The Ramones - The Ramones
Quote:
With the three-chord assault of "Blitzkrieg Bop," The Ramones begins at a blinding speed and never once over the course of its 14 songs does it let up. The Ramones is all about speed, hooks, stupidity, and simplicity. The songs are imaginative reductions of early rock & roll, girl group pop, and surf rock. Not only is the music boiled down to its essentials, but the Ramones offer a twisted, comical take on pop culture with their lyrics, whether it's the horror schlock of "I Don't Wanna Go Down to the Basement," the drug deals of "53rd and 3rd," the gleeful violence of "Beat on the Brat," or the maniacal stupidity of "Now I Wanna Sniff Some Glue." And the cover of Chris Montez's "Let's Dance" isn't a throwaway -- with its single-minded beat and lyrics, it encapsulates everything the group loves about pre-Beatles rock & roll. They don't alter the structure, or the intent, of the song, they simply make it louder and faster. And that's the key to all of the Ramones' music -- it's simple rock & roll, played simply, loud, and very, very fast. None of the songs clock in at any longer than two and half minutes, and most are considerably shorter. In comparison to some of the music the album inspired, The Ramones sounds a little tame -- it's a little too clean, and compared to their insanely fast live albums, it even sounds a little slow -- but there's no denying that it still sounds brilliantly fresh and intoxicatingly fun.


Thin Lizzy - Jailbreak
Quote:
On Thin Lizzy's third album with new guitarists Scott Gorham and Brian Robertson, Jailbreak, the band perfected their hard-rocking, storytelling, guitar-laden style and were rewarded with worldwide breakthrough success. It also marked the first album where the band finally realized they were a true hard rock band, and put a stop to the soft rock that plagued such albums as 1974's Night Life. Although vocalist/bassist Phil Lynott was unfairly criticized as being a Bruce Springsteen soundalike at the time, it was on Jailbreak that he came into his own, perfecting his storytelling lyric-writing and becoming a true poet in the process. Songwise, the album was also Lizzy's first really consistent album; there is simply not a single weak track in the bunch. The hard-rocking war tales of "Emerald" and "Warriors," the killer boogie of "Angel of the Coast," the country rocker "Cowboy Song," and a pair of rock's greatest anthems, the title track and the perennial radio favorite "The Boys Are Back in Town," are among Lizzy's best tracks ever. Add to it such strong album cuts as the Dire Straits-esque ballad "Fight or Fall" plus the heartbroken tales "Running Back" and "Romeo and the Lonely Girl," and you have one of the finest hard rock albums of all time.

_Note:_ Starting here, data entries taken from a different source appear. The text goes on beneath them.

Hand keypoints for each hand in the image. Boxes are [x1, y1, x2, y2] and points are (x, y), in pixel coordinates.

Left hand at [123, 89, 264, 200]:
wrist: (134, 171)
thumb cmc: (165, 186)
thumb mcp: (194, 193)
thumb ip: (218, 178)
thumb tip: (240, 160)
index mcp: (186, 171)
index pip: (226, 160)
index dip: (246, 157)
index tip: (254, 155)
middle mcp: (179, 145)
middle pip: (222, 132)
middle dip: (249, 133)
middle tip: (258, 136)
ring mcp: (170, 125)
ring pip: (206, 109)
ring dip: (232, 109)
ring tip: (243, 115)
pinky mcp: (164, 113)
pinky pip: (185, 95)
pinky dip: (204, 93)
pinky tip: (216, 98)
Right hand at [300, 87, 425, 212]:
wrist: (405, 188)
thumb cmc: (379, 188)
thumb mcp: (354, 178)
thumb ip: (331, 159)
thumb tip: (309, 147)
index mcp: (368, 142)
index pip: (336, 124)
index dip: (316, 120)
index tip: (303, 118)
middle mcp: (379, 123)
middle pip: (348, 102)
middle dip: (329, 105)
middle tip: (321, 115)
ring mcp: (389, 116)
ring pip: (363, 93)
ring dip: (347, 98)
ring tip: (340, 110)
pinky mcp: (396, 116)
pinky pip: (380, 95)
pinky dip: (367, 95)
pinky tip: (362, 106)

David Bowie - Station to Station
Quote:
Taking the detached plastic soul of Young Americans to an elegant, robotic extreme, Station to Station is a transitional album that creates its own distinctive style. Abandoning any pretense of being a soulman, yet keeping rhythmic elements of soul, David Bowie positions himself as a cold, clinical crooner and explores a variety of styles. Everything from epic ballads and disco to synthesized avant pop is present on Station to Station, but what ties it together is Bowie's cocaine-induced paranoia and detached musical persona. At its heart, Station to Station is an avant-garde art-rock album, most explicitly on "TVC 15" and the epic sprawl of the title track, but also on the cool crooning of "Wild Is the Wind" and "Word on a Wing," as well as the disco stylings of "Golden Years." It's not an easy album to warm to, but its epic structure and clinical sound were an impressive, individualistic achievement, as well as a style that would prove enormously influential on post-punk.


Blondie - Blondie
Quote:
If new wave was about reconfiguring and recontextualizing simple pop/rock forms of the '50s and '60s in new, ironic, and aggressive ways, then Blondie, which took the girl group style of the early and mid-'60s and added a '70s archness, fit right in. True punksters may have deplored the group early on (they never had the hip cachet of Talking Heads or even the Ramones), but Blondie's secret weapon, which was deployed increasingly over their career, was a canny pop straddle -- they sent the music up and celebrated it at the same time. So, for instance, songs like "X Offender" (their first single) and "In the Flesh" (their first hit, in Australia) had the tough-girl-with-a-tender-heart tone of the Shangri-Las (the disc was produced by Richard Gottehrer, who had handled the Angels ["My Boyfriend's Back"] among others, and Brill Building songwriter Ellie Greenwich even sang backup on "In the Flesh"), while going one step too far into hard-edged decadence -- that is, if you chose to see that. (The tag line of "Look Good in Blue," for example, went, "I could give you some head and shoulders to lie on.") The whole point was that you could take Blondie either way, and lead singer Deborah Harry's vocals, which combined rock fervor with a kiss-off quality, reinforced that, as did the band's energetic, trashy sound. This album, released on independent label Private Sound, was not a major hit, but it provided a template for the future.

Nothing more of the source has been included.